Jota Geraldo
Uma tragédia por dia basta.
Caiu – se jogou – ah! tanto faz! – tanto faz? – da janela do quinto andar em frente ao Teatro Municipal e não era teatro nem canção.
13:42.
– 30 anos.
– Zelador.
– Caiu.
– Pulou.
– Você o conhecia?
– Não.
– Depois da queda, como se fosse possível viver um pouco mais, ainda andou.
– É a segunda tragédia que acontece com ele. Aquele negócio no rosto.
– Viajo por todo país. Já vi cada coisa. Perna prum lado da estrada, braço na contramão.
– Não dá para saber se dói.
– Até acidente de avião presenciei. Fiz dois treinamentos de primeiros socorros.
– Todos morreremos.
– Carne esmagada. Colisão de caminhão com moto é feio.
– Não adianta fugir porque uma hora…
– Nunca imaginei que meu pai morreria. Quando teve AVC levei um susto.

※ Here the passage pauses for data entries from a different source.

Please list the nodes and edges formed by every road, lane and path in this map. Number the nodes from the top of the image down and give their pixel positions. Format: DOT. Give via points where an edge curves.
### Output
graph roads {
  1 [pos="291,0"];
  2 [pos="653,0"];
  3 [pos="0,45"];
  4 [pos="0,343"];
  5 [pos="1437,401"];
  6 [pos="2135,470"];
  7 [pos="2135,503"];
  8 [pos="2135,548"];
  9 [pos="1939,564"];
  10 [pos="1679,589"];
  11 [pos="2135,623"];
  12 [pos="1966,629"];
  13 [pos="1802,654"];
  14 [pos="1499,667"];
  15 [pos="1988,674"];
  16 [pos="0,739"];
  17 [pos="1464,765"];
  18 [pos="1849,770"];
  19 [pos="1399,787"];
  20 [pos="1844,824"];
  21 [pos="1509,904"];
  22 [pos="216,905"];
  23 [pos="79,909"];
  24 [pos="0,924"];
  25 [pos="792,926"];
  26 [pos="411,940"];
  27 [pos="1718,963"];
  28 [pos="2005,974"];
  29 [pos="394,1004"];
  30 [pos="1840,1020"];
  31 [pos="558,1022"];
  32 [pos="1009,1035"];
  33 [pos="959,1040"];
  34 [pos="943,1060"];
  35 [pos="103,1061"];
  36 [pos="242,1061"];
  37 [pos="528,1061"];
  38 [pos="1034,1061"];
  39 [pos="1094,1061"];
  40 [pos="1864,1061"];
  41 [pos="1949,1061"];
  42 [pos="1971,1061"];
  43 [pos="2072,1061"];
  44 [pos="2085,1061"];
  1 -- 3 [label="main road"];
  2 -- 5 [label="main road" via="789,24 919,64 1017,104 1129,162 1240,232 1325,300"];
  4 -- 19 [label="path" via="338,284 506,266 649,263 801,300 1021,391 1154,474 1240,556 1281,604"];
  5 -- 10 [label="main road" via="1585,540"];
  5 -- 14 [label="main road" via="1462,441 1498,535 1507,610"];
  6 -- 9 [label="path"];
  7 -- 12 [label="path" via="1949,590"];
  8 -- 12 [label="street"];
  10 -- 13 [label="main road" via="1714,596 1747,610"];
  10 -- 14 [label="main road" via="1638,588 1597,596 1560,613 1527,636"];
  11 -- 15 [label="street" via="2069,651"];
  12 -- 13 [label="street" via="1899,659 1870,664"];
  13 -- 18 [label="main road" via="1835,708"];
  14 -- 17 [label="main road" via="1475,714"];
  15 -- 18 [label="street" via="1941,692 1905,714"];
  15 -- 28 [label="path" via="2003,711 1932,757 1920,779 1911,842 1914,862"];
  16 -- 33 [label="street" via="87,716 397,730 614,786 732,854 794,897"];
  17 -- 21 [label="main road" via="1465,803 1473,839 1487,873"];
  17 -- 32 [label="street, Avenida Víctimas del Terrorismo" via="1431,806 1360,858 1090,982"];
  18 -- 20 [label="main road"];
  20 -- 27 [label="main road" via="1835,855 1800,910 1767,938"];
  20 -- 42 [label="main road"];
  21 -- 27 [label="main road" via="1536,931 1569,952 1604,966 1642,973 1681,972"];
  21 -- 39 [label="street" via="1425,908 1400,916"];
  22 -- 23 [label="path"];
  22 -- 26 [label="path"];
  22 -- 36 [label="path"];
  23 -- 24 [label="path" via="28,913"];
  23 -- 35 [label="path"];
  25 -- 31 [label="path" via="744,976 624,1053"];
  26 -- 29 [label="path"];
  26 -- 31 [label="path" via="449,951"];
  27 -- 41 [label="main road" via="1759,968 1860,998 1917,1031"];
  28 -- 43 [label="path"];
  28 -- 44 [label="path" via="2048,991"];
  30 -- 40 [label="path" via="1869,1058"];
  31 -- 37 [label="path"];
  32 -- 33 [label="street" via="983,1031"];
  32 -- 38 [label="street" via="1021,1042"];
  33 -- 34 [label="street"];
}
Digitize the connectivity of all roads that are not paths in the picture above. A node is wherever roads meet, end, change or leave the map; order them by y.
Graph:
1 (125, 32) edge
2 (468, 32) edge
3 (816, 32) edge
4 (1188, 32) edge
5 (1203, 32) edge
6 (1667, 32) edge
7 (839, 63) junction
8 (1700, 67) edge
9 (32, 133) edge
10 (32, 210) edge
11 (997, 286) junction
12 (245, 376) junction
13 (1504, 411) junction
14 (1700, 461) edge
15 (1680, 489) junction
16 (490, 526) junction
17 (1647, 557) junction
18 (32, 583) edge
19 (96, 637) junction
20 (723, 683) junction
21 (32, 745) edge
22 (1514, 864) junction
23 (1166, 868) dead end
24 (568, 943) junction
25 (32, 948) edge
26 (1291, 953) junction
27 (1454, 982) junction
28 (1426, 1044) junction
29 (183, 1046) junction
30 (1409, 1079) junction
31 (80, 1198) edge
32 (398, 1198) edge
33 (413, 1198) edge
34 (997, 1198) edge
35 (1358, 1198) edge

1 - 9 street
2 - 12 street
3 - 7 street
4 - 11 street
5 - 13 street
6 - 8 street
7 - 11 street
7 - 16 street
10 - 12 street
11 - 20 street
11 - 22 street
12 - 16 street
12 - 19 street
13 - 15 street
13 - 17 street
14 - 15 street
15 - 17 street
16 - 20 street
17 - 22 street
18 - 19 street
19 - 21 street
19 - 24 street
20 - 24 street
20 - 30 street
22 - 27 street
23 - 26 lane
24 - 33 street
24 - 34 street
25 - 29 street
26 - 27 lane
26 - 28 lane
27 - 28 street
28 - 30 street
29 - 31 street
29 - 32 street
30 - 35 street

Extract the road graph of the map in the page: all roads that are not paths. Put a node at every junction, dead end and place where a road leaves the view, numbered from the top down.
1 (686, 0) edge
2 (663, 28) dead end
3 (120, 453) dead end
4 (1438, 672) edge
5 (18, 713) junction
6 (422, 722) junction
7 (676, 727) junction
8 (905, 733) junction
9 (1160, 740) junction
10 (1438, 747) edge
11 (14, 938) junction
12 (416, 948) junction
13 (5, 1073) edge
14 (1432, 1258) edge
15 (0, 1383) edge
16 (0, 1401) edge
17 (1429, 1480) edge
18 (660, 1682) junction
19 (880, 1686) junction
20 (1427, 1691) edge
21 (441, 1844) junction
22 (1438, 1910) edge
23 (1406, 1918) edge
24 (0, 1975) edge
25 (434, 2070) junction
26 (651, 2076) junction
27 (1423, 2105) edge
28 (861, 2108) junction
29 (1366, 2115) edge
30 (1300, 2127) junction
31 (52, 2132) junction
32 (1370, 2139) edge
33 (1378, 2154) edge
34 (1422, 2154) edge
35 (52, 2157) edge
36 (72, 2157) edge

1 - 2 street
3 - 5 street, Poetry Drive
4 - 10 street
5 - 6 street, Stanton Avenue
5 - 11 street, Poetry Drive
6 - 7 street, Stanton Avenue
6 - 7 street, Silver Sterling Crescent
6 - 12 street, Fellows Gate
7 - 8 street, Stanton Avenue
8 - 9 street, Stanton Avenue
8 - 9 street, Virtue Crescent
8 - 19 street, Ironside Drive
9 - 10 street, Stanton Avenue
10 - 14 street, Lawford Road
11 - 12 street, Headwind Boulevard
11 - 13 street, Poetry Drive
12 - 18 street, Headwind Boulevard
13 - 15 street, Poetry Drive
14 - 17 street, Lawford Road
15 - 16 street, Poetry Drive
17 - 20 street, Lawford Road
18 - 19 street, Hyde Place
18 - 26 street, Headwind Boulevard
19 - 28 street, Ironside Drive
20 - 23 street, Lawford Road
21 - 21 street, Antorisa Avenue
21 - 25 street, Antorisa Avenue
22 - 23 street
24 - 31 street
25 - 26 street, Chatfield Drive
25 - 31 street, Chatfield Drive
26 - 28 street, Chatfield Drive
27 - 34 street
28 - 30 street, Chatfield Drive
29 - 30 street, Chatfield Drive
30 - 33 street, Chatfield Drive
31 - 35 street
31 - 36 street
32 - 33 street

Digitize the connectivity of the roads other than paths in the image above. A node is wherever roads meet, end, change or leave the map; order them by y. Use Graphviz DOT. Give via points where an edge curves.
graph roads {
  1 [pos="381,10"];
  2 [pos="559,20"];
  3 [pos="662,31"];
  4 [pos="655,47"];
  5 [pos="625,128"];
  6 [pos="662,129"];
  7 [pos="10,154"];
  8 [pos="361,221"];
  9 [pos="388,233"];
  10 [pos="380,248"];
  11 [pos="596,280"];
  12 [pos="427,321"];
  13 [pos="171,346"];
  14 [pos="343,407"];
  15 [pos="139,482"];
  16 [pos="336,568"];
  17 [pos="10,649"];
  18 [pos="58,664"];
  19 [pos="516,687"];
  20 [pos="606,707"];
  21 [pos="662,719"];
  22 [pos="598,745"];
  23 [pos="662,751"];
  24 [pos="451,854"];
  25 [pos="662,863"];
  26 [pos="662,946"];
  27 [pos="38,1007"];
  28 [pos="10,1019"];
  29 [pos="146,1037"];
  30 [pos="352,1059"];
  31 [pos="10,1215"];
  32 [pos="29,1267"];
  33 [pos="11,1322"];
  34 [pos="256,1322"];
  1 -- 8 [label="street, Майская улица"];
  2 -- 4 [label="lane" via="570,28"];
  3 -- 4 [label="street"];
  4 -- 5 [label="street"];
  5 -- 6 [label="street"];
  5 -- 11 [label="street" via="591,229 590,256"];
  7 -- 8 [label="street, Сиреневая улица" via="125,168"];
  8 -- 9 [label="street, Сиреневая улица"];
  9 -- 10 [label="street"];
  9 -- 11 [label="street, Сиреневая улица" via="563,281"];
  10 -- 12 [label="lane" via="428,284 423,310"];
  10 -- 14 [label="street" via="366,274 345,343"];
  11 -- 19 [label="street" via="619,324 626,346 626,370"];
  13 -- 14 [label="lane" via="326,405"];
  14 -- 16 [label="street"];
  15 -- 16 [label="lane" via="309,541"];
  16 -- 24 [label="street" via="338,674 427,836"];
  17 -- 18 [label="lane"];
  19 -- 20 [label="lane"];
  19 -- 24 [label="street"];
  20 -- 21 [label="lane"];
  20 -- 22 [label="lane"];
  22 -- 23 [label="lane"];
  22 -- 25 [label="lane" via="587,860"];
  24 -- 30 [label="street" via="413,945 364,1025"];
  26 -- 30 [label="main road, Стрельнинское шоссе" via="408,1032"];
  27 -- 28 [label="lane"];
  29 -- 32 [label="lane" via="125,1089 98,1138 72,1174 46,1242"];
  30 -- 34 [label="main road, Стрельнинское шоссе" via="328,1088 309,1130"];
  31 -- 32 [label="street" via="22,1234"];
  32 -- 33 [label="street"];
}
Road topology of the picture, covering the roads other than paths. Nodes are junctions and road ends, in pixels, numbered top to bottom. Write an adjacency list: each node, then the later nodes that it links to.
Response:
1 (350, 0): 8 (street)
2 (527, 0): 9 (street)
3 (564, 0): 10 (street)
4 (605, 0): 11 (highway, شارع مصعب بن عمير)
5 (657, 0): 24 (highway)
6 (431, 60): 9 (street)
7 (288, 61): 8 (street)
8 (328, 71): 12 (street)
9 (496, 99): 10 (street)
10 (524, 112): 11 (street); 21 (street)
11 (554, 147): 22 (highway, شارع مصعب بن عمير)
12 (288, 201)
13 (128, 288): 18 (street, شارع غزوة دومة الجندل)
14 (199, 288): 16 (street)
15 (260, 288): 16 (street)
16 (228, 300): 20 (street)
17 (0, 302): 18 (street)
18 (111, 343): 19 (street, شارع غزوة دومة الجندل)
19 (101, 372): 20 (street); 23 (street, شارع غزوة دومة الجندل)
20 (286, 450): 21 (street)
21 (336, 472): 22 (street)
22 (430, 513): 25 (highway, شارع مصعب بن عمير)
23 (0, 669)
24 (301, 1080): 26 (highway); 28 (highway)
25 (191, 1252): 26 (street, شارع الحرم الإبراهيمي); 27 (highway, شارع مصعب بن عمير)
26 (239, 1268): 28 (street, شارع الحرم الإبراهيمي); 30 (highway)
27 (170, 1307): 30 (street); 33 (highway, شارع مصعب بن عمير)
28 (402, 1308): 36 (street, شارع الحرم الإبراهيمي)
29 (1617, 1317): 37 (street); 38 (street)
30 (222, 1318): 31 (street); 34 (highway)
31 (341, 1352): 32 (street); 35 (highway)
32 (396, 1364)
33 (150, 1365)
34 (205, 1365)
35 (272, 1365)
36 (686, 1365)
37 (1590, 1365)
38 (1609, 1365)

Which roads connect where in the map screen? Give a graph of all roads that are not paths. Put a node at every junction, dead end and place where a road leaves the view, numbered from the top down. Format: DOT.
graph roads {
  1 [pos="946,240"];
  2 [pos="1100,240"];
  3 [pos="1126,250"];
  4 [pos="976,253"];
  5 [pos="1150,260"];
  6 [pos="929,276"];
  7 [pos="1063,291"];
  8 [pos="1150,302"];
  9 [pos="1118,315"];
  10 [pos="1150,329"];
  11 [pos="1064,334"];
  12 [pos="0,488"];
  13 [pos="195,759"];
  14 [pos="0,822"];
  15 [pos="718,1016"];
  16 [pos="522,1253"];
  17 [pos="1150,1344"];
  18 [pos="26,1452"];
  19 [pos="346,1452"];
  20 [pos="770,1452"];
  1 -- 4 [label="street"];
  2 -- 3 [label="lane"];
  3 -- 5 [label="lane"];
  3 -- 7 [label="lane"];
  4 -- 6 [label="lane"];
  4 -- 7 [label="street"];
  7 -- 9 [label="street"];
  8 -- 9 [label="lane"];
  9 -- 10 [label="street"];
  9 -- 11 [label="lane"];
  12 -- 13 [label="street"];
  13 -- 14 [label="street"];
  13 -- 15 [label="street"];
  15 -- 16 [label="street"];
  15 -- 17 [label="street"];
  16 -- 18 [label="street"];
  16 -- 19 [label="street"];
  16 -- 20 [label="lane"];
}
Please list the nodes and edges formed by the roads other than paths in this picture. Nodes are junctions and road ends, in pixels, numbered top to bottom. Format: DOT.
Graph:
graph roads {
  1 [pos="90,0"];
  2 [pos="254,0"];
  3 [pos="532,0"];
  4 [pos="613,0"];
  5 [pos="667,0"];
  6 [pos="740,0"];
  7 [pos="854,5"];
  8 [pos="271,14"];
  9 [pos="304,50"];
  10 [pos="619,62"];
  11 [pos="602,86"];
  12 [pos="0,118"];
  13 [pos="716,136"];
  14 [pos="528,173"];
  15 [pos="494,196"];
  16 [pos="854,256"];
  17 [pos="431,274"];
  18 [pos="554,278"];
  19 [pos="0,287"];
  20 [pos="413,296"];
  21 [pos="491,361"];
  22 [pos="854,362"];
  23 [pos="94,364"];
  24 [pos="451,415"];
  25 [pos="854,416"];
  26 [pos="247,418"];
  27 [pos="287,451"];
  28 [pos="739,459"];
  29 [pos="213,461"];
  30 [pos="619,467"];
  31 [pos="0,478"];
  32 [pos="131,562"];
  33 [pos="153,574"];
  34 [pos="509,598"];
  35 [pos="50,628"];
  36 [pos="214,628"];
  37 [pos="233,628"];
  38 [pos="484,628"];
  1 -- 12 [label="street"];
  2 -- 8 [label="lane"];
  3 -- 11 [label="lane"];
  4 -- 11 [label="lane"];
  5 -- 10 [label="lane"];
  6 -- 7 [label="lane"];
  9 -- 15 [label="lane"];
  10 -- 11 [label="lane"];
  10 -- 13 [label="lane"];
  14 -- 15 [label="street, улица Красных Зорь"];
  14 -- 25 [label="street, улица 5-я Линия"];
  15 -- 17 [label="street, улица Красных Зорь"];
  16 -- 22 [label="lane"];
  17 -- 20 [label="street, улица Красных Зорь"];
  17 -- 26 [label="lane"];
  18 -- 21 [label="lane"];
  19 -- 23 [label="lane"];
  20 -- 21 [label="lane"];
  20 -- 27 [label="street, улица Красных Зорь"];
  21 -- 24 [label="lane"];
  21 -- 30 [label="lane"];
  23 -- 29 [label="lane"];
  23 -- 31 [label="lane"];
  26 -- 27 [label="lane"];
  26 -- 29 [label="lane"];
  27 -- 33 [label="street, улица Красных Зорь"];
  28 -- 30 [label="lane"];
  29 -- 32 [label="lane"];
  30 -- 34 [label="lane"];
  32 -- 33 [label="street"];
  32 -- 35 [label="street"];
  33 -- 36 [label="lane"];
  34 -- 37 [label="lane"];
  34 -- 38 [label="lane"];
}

– A hora da morte não está no relógio.
A maca com o zelador: corpo empoeirado, camiseta com a sujeira captada ao longo da queda, musgos, folha seca, calça jeans, tênis preto Rainha.
– Ainda está vivo.
A boca fala sangue.
Se o que fui é o que sou já tive 29 anos, arrebentei a bolsa amniótica em São José dos Campos, interior de São Paulo, bebi café até o último verão em Paraisópolis, sul do sul de Minas Gerais, onde interpretei um operário numa fábrica automotiva. Hoje, cinza em Curitiba, Jota Geraldo, busco meu norte. Para evitar a própria morte inédita e sem emoções, publico o que acredito serem poemas no http://biciclettes.blogspot.com e mantenho “engavetados” no HD: “Palavrazelétrikas” (1999), “O Que Só As Azaleias Podem Pensar” (2001) e “Bala Preta” (2010), além dos inacabados rascunhos “Desfragmentação” e “Madara”. Esta é a minha estreia como contista. Abandonei a poesia para respirar outros ares… Afinal, se o que fui é o que sou essa é a minha chance de ser poeta.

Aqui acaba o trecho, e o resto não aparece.